New Jersey Governor Chris Christie vetoed a so-called Gender Pay Equity bill, though for technical reasons, not principled opposition. But Gender Pay Equity laws should be defeated, on principle. This does not mean that women, on principle, should not be treated fairly. On principle, they should. But Gender pay equity laws are not about fairness.
The gender pay equity proponents claim that a man and a woman doing the same job should be equally compensated. “Equal pay for equal work,” they simple-mindedly call it. In theory, all things being equal, who would disagree with that? But gender pay equity proponents want to impose this principle by force across the board through laws like the Federal so-called Lilly Ledbetter Act of 2009, which “makes it unlawful for employers to pay people different rates for the same kind of work based on their gender,” according to John C. Ensslin for NorthJersey.com.
These laws are morally wrong, and fallacious in practical terms: In reality, all things are far from equal.
As anyone who has ever done an honest day’s work knows, equal work is a myth. Each person has their own strengths and weaknesses, produce at different rates, vary in ability to engage in teamwork, have their own unique goals, etc. Two people with the same job title doing the same job can and do produce at vastly different rates and can be vastly different in terms of things like reliability. One person could be fast, but makes more mistakes than another who works slower but whose quality of work rarely results in mistakes. Also, different workers of equal productivity could have different values. A man who is a “breadwinner” may put a premium on maximizing his monetary compensation, while a single mom co-worker may forego a higher pay scale in favor of more work time flexibility, such as more time working from home, in order to better take care of her young children—which a woman close to me actually did.
The Left’s gender pay equity movement treats all women—and by extension men—as homogeneous grains of sand on a beach.
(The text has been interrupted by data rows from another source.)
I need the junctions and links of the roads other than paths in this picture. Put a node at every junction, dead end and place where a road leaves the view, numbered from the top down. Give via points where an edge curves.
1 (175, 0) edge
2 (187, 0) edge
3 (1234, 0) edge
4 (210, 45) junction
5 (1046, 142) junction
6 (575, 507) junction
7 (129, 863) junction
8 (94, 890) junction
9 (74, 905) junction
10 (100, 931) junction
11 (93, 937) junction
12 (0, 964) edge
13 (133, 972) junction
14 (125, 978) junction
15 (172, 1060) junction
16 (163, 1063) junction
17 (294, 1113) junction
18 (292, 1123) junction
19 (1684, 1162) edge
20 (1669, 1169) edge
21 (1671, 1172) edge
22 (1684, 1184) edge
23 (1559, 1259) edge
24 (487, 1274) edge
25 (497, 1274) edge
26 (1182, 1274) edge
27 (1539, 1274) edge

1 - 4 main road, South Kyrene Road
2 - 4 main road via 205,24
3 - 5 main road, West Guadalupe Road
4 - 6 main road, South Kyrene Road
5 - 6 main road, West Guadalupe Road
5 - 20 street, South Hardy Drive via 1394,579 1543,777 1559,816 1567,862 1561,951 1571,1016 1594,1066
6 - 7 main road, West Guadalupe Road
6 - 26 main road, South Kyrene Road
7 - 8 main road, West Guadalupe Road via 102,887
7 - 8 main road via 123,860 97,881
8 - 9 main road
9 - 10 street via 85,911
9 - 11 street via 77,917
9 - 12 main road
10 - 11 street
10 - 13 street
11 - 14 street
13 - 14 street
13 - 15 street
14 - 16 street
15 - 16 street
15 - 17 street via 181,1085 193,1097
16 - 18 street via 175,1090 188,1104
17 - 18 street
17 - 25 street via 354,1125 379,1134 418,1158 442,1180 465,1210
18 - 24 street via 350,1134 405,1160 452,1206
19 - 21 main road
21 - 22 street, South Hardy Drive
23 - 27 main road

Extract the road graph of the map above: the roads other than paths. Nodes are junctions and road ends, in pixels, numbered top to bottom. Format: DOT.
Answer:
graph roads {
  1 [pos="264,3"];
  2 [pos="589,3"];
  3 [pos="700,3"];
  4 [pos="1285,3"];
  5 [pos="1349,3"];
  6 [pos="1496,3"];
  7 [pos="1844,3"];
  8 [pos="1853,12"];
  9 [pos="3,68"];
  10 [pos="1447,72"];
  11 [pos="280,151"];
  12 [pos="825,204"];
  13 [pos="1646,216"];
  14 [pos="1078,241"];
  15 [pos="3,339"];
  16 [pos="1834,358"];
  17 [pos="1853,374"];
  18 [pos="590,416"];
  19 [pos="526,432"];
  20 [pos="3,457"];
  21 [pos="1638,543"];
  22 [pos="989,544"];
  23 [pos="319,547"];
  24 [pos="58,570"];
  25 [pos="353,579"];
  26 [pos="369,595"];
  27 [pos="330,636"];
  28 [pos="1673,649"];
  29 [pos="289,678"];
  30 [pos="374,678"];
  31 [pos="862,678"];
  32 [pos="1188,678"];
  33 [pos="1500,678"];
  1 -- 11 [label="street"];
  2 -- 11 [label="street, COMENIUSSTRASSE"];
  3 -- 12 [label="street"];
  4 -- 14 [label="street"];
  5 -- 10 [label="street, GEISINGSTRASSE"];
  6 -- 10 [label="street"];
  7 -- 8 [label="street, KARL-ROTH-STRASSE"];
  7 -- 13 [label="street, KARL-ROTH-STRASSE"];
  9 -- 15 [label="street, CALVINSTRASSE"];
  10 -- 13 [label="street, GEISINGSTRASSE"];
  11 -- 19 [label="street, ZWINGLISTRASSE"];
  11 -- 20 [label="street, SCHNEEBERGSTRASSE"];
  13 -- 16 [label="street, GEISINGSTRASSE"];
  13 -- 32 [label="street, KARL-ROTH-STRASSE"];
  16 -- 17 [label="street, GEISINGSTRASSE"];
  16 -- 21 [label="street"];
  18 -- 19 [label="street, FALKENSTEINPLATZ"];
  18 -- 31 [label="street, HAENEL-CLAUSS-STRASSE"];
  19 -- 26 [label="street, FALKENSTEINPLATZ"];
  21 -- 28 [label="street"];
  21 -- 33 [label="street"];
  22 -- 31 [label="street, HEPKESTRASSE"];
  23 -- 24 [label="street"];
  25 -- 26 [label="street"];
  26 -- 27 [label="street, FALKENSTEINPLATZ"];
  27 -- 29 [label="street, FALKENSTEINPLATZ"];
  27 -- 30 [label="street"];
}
In effect, like mindless robots. To paraphrase Peter Schwartz from his Capitalism Magazine article on racism:
The essence of gender pay equity is the idea that the individual is meaningless and that membership in the collective–the gender–is the source of her identity and value. To the genderist, the individual’s moral and intellectual character is the product, not of her own choices, but of the genes she shares with all others of her gender. To the genderist, the particular members of a given gender are interchangeable.
Every woman who believes that pay should be earned, rather than “achieved” at the point of a governmental gun pointed at the head of her employer—and who has any self-esteem worth noting—should be insulted and outraged to be treated in such meaningless fashion. She should be outraged to be stripped of her freedom to forge her own agreement with her employer, or in the case of businesswomen, the freedom to decide for herself what her employees are worth to her. And everyone who values liberty and justice should be outraged at such laws.
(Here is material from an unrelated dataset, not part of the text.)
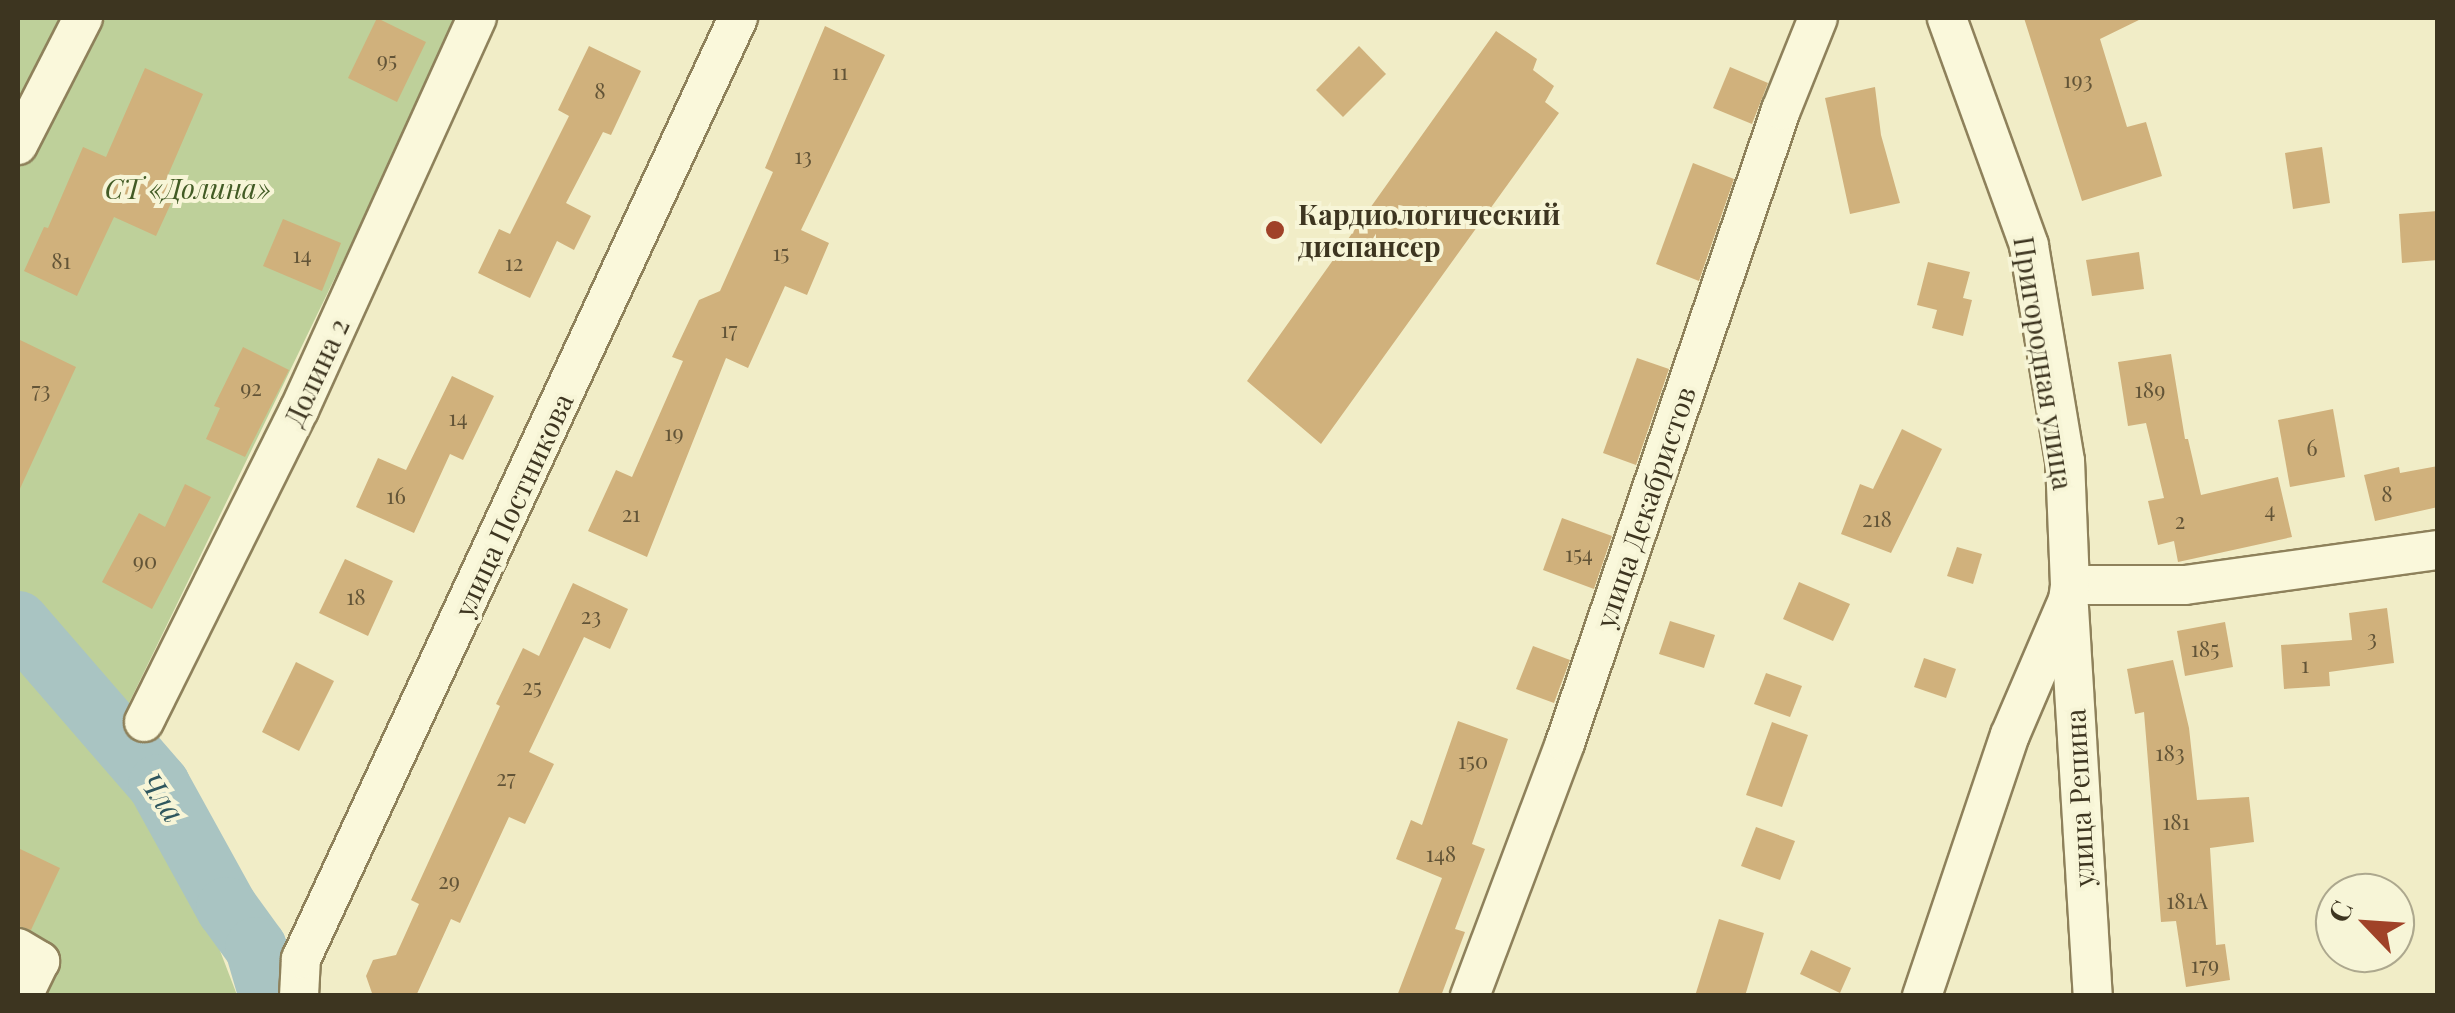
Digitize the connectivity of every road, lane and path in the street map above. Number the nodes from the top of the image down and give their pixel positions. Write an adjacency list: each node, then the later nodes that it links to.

Even if the “pay gap" between women and men, such that it exists—and the gap has been “wildly exaggerated *,” according to the NJ Star-Ledger, not exactly part of the Vast Right Wing Conspiracy—is due to women being less aggressive than men or even if some employers engage in gender discrimination, the government has no legitimate role in ramming one-size-fit-all pay dictates down the throats of all private employers. People not happy in their jobs are free to seek employment elsewhere. That such laws are called “pay equity” is a perversion of the term equity.
Gender pay equity laws violate the individual rights to private voluntary agreements between employer and employee, and are thus immoral. Employers and job seekers have a moral right, and should have the legal right, to negotiate their own terms of employment without coercive interference from government. Politicians passing laws dictating what private employers must pay their employees and what employees may agree to work for is essentially gangster economics. The New Jersey pay equity law, and all gender pay equity laws—including the federal one—are impractical, unfair, and immoral.
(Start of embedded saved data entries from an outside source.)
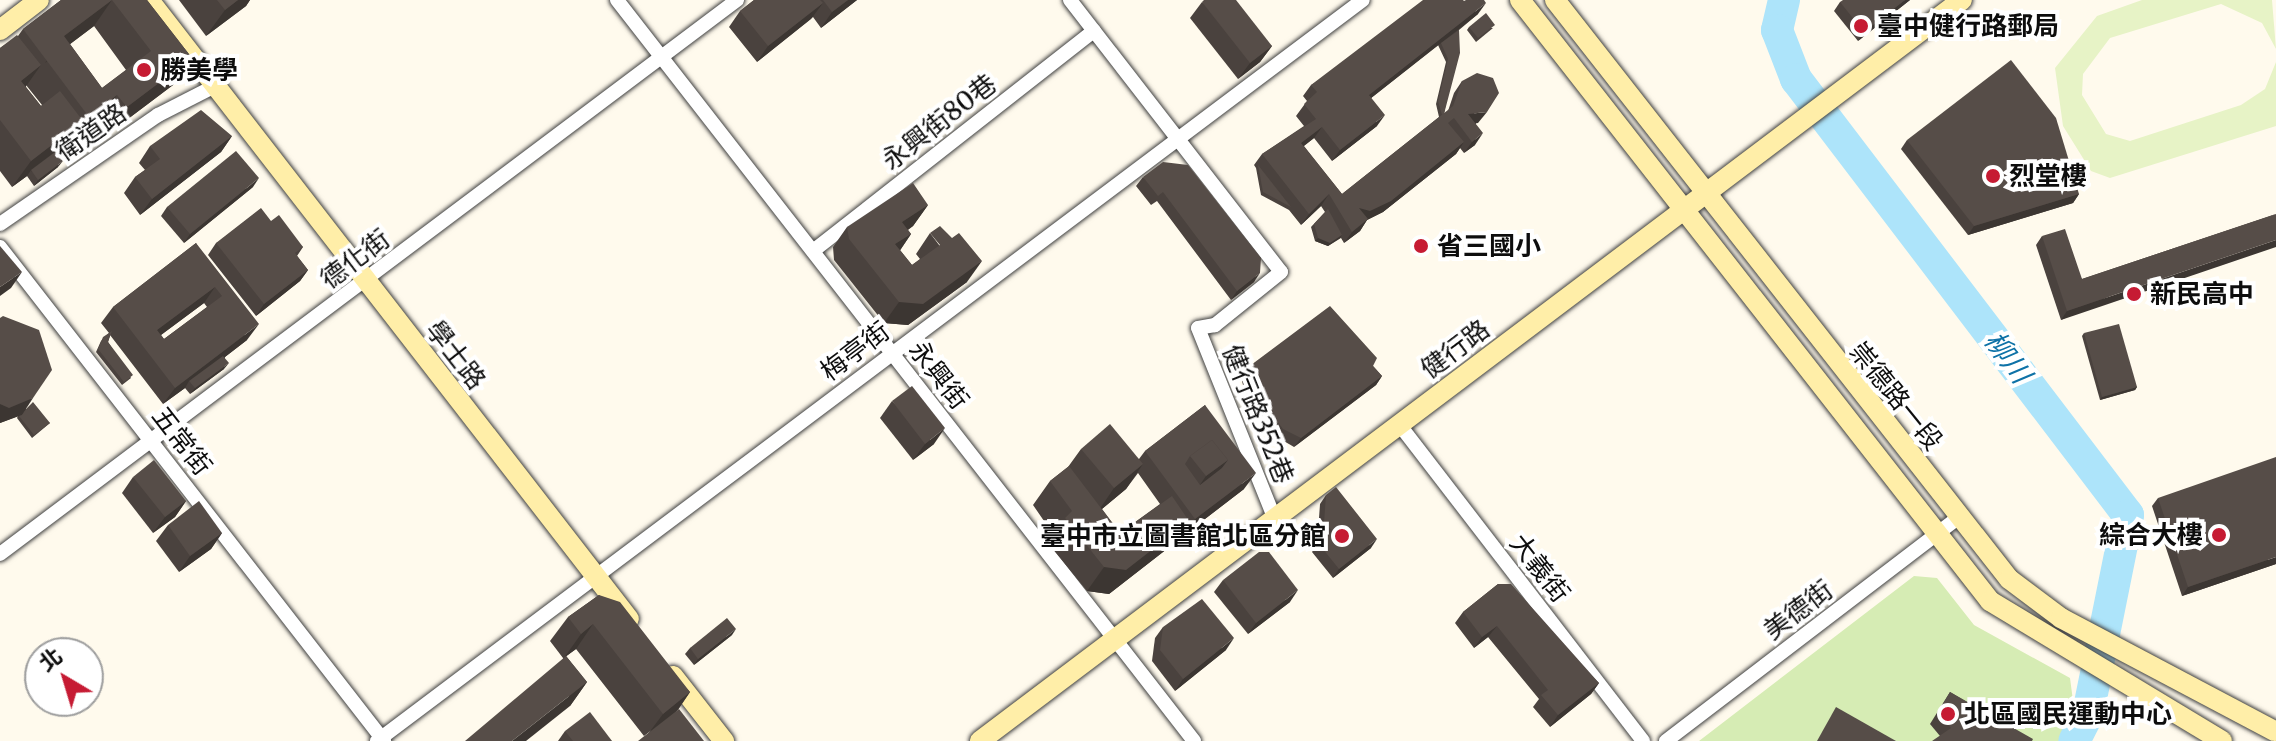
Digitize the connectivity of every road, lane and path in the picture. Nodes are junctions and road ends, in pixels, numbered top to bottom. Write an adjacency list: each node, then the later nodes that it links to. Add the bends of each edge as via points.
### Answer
1 (39, 0): 10 (street)
2 (149, 0): 13 (street, 學士路)
3 (617, 0): 12 (street, 永興街)
4 (737, 0): 12 (street, 德化街)
5 (1070, 0): 11 (street)
6 (1363, 0): 14 (street, 梅亭街)
7 (1520, 0): 16 (street, 崇德路一段)
8 (1555, 0): 15 (street, 崇德路一段)
9 (1962, 0): 15 (street, 健行路)
10 (0, 30)
11 (1094, 31): 14 (street); 19 (street, 永興街80巷)
12 (661, 58): 19 (street, 永興街); 20 (street, 德化街)
13 (215, 86): 17 (street, 衛道路, via 158,115); 20 (street, 學士路)
14 (1179, 139): 21 (street, 梅亭街); 24 (street, 健行路352巷, via 1281,272 1215,325 1198,328)
15 (1702, 193): 16 (street, 健行路); 25 (street, 崇德路一段)
16 (1683, 209): 22 (street, 健行路); 26 (street, 崇德路一段)
17 (0, 224)
18 (0, 247): 23 (street, 五常街)
19 (813, 251): 21 (street, 永興街)
20 (365, 281): 23 (street, 德化街); 28 (street, 學士路)
21 (892, 353): 28 (street, 梅亭街); 29 (street, 永興街)
22 (1399, 424): 24 (street, 健行路); 35 (street, 大義街)
23 (152, 441): 27 (street, 德化街); 31 (street, 五常街)
24 (1274, 517): 29 (street, 健行路)
25 (1959, 517): 26 (street, 美德街); 30 (street, 崇德路一段, via 2009,579 2061,618)
26 (1938, 533): 36 (street, 美德街); 37 (street, 崇德路一段, via 1990,601 2059,648)
27 (0, 554)
28 (597, 578): 31 (street, 梅亭街); 32 (street, 學士路)
29 (1115, 638): 33 (street, 健行路); 34 (street, 永興街)
30 (2276, 732)
31 (381, 740)
32 (724, 741)
33 (980, 741)
34 (1194, 741)
35 (1643, 741)
36 (1666, 741)
37 (2222, 741)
* [Obama's] claim that women earn 77 cents to a man's dollar is a wild exaggeration. . .His 77-cent number is based on a metric that doesn't take into account the fact that women tend to choose lower-paying professions and take time off when they have children. As a measure of unfair pay, it's worthless. When researchers consider these factors, the gap closes to 91 or even 95 cents to a man's dollar.—Obama-backed pay equity bill was a cynical ploy
Related Reading:
This ‘Women’s History Month,’ Distinguish Between Just and Unjust Equality
2 comments:
I think most women are not offended by gender pay equity laws, because they think of themselves as women, and as individuals only within the female sex. They look at the collective first, and at the individual second. Men are the same way. That's the way people are, generally. It's been burned into their consciousnesses from day one since the beginning of human existence. People rarely choose to not accept it.
But women will likely call you on your statement that women are less aggressive than men and that women tend to choose lower paying professions, claiming that that's a sexist statement. They'll claim that WOMEN aren't that way, ignoring the fact that some are, and that some men are, too.
The collectivist orientation is as strong today as it was 200,000 years ago, in both women and men. People do choose, but they nearly always choose collectivism. That's because there's strength in numbers, and the most easily identifiable numbers come directly from sensory perception, no thinking needed.
Actually, I didn't say that women are less aggressive than men. I said "even if" they are. It was hypothetical, not meant as a judgement.
As to the collectivist "instinct" within mankind, I believe that progress toward a fully civilized society is largely process of replacing collectivism with individualism.